Not till the mid-Thirties did a new building sprout, a swank roadhouse. It was still higher-platformed than the Haven by its use of her foundation beneath its own. A rich bootlegger built it and named it for its deepest old bones: The Battery. This structure expressed Ricky Tomasi’s impulse for flair and was roughly octagonal: a one-story sprawl of contiguous pie-slice lounges and dance-rooms. It overlooked the Atlantic from a good ninety feet above the waves.
Though in decay since the last quarter of the twentieth century, this structure had been minimally maintained by faceless titleholders, who rented out small, crudely remodeled units for storage and dwellings.
As the first decade of the twenty-first century drew to its close, only two of the rentals were occupied—by two couples who inhabited opposite sides of the rambling structure. They had first gotten to know each other through shared problems with the septic system every couple months or so. The men (to whose gender plumbing problems have immemorially fallen) met first. They would stand looking out over the densely overgrown leechfield, and Ray Stone would say to Nolo Ceja, “Easy, I tell you it’s all the old stonework. Old foundations under the ground here. They should never’ve built on this site.”
With four decades dividing their ages, Nolo at first thought his tall gaunt elder to be somewhat vague and strange. Like Ray’s calling him “Easy.” When first introduced, Ray had remarked, “‘Nolo’—unusual name.”
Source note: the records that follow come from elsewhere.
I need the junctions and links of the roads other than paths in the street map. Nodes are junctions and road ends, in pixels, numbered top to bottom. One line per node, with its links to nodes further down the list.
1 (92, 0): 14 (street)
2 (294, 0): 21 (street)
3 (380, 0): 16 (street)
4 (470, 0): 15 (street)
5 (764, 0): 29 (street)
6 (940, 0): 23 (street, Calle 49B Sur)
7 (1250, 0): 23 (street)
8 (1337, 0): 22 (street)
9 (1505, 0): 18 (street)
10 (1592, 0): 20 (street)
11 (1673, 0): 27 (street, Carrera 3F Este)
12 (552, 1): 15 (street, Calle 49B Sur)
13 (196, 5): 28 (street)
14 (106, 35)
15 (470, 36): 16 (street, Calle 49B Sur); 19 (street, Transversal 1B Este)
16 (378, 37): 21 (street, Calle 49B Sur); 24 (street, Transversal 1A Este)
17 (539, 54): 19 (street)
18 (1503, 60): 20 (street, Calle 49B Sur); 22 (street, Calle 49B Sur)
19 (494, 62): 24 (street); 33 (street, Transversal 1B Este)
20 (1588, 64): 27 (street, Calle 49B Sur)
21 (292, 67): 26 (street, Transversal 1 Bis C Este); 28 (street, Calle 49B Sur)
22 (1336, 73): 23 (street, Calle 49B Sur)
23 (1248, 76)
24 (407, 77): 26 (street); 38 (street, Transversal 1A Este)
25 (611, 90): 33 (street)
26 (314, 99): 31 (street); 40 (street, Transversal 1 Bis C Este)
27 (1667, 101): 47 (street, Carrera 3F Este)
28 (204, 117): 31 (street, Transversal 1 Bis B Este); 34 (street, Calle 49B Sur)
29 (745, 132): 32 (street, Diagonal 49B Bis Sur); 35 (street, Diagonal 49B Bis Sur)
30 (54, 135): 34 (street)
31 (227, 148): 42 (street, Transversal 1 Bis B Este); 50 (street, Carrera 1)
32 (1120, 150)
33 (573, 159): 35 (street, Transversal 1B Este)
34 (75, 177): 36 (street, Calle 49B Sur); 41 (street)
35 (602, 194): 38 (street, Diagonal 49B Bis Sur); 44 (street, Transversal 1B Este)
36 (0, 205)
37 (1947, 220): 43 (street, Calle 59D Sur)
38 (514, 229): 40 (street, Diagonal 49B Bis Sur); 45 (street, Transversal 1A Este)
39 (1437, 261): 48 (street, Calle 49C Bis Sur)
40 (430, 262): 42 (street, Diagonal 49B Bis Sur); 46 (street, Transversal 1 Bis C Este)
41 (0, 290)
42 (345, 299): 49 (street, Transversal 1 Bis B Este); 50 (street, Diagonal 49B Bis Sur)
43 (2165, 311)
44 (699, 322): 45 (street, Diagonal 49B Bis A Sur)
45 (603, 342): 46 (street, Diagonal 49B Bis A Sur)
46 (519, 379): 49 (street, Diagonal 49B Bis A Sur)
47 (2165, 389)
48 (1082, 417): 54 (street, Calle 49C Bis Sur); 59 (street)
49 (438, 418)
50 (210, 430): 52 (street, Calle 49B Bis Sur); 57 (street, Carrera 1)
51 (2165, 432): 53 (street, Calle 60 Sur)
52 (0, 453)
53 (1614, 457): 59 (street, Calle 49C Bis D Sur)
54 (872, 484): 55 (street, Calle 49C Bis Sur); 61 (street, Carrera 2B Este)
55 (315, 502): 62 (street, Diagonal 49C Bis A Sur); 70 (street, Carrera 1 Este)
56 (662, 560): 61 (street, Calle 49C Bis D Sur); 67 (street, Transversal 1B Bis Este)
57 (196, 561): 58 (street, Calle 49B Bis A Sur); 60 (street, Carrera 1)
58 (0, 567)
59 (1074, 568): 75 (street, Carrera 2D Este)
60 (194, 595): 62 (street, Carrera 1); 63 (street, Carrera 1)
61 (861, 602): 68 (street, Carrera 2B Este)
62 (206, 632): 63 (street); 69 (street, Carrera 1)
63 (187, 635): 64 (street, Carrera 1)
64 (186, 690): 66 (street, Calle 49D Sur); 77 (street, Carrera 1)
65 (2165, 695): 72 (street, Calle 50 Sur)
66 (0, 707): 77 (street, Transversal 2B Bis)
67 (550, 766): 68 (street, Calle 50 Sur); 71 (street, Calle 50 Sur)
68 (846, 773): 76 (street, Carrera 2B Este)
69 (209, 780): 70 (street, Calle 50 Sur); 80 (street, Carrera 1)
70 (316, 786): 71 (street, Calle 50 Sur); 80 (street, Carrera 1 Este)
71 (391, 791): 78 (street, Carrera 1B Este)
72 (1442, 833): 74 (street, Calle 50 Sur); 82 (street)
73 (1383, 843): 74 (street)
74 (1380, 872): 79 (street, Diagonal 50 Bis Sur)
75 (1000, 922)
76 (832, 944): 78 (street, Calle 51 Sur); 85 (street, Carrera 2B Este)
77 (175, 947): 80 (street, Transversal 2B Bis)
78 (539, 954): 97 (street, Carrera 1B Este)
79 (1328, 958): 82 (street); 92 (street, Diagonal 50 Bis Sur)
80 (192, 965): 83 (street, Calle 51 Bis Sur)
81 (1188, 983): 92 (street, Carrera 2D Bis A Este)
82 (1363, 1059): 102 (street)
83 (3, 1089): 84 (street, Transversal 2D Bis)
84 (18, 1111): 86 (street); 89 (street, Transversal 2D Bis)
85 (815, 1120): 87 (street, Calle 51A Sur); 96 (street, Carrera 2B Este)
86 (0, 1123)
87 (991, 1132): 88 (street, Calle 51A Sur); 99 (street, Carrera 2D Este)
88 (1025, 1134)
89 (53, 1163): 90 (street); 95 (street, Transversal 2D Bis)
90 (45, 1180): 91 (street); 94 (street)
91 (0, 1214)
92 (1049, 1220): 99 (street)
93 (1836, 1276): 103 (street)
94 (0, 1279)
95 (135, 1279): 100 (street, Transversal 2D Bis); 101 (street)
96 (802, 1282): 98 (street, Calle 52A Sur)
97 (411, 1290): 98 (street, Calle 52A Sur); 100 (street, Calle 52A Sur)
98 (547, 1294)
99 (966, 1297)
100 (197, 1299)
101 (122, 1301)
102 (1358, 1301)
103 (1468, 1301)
The solid young man had smiled and said, “It’s Spanish, short for Manolo. But my old man used to joke that it’s short for No lo hize—I didn’t do it!” Somehow Ray had remembered only the hize, and called him Easy…though Nolo had decided that Easy actually sounded pretty cool.
He would answer Ray’s strange notion of stonework by waving his arm at the tangled slope. “The damn thing just needs to be bulldozed, Ray. If the soil’s turned it would absorb. I keep telling Scampi that.”
Ray would shake his head, as if Nolo just didn’t understand. “That stonework is old down there, Easy. Older than you can imagine…” It made Nolo wonder if he and his amiable neighbor were always on the same page.
Yet the third or fourth time they stood pondering the field, Nolo shared an odd thought of his own about the jungled leechfield. “It’s funny, but it doesn’t really smell like sewage. It smells like…the sea.” And stood thinking how foolish this must sound, since but fifty yards behind them the whole Atlantic foamed to the shore below their promontory.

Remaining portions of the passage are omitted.